Dans de nombreux contrats, l’assuré est invité à déclarer la surface des locaux qu’il occupe ou dont il est propriétaire.
Le piège dans lequel tombe fréquemment les assurés se trouve dans le mode de calcul. Alors que tous les usages se réfère à la surface habitable, les contrats d’assurance des propriétaires non occupant imposent de fournir la surface tenant compte de l’épaisseur des murs, y compris de toutes les pièces, même les toilettes et les cuisines, les caves les sous-sols et les greniers.
Dans ce calcul, pour l’assureur, toutes les surfaces du bâtiment entrent en compte, y compris les étages ou mezzanines.
De très nombreux assurés se font piéger par ce mode de calcul auquel ils ne prêtent pas suffisamment attention.
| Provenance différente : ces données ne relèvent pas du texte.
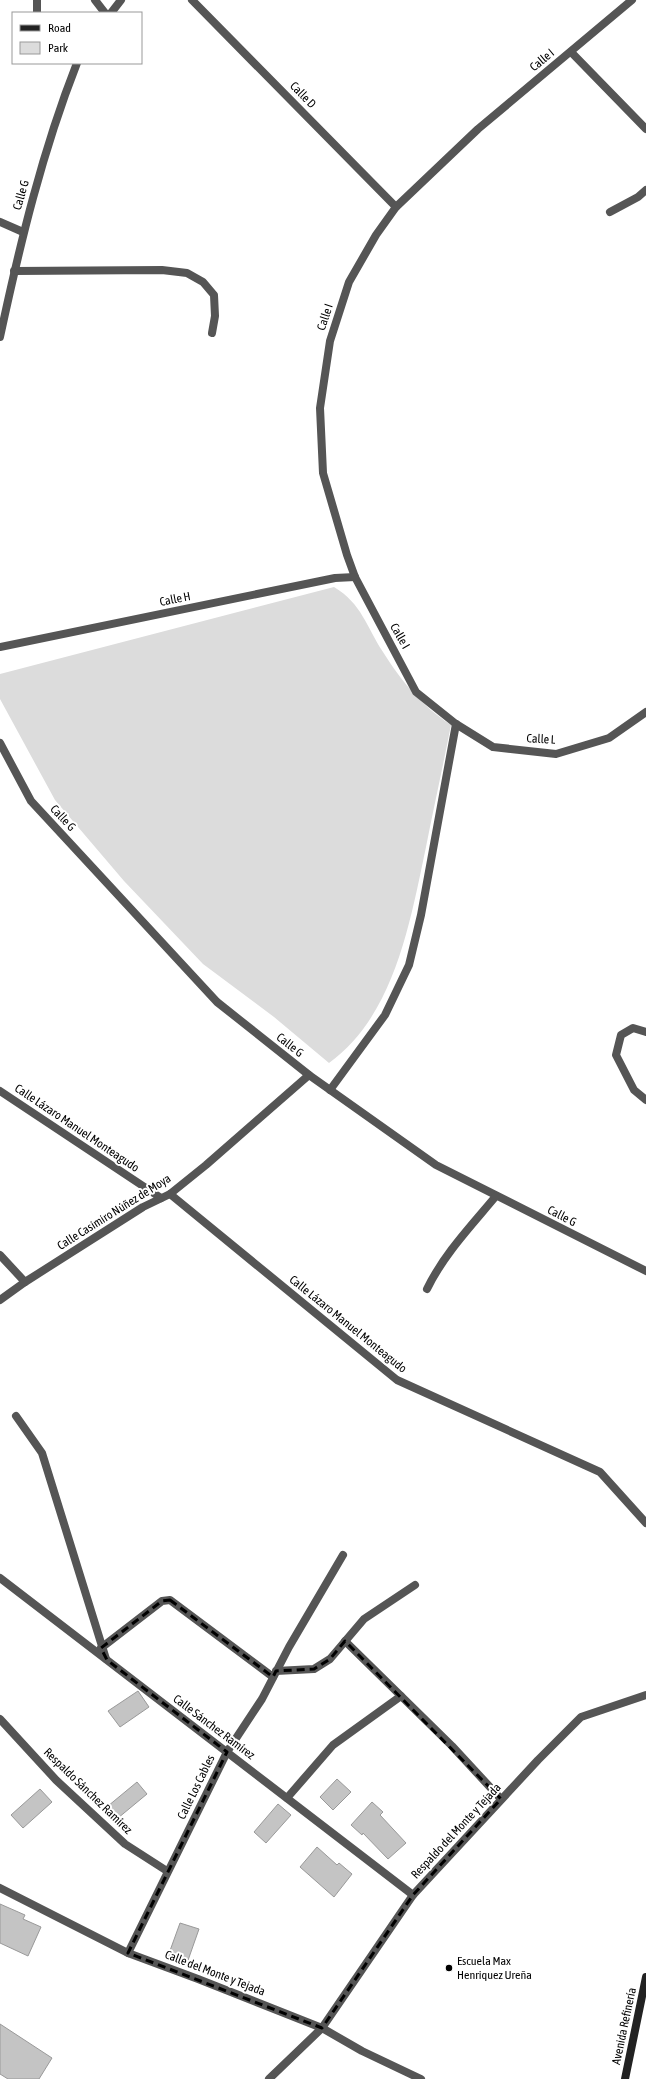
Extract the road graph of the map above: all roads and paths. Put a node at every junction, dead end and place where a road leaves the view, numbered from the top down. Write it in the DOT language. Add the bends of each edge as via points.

L’article L 113-2 du code des assurances dispose que :
- « L’assuré est obligé :
…2° De répondre exactement aux questions posées par l’assureur, notamment dans le formulaire de déclaration du risque par lequel l’assureur l’interroge lors de la conclusion du contrat, sur les circonstances qui sont de nature à faire apprécier par l’assureur les risques qu’il prend en charge »
Il sera également rappelé que l’article L 112-3 du code des assurances dispose que : « Lorsque, avant la conclusion du contrat, l’assureur a posé des questions par écrit à l’assuré, notamment par un formulaire de déclaration du risque ou par tout autre moyen, il ne peut se prévaloir du fait qu’une question exprimée en termes généraux n’a reçu qu’une réponse imprécise ».
Depuis la réforme du 31 décembre 1989, l’assuré n’a plus d’obligation de déclaration spontanée des éléments du risque pouvant influencer l’appréciation de l’assureur, il n’a plus qu’à répondre aux questions posées par l’assureur.
Depuis un arrêt de la chambre mixte du 7 février 2014, le temps des déclarations pré-imprimées est révolu. (Chambre mixte 7 février 2014 N° de pourvoi : 12-85107) l’assureur ne peut se prévaloir de la réticence ou de la fausse déclaration intentionnelle de l’assuré que si celles-ci procèdent des réponses qu’il a apportées aux questions précises qui lui ont été posées.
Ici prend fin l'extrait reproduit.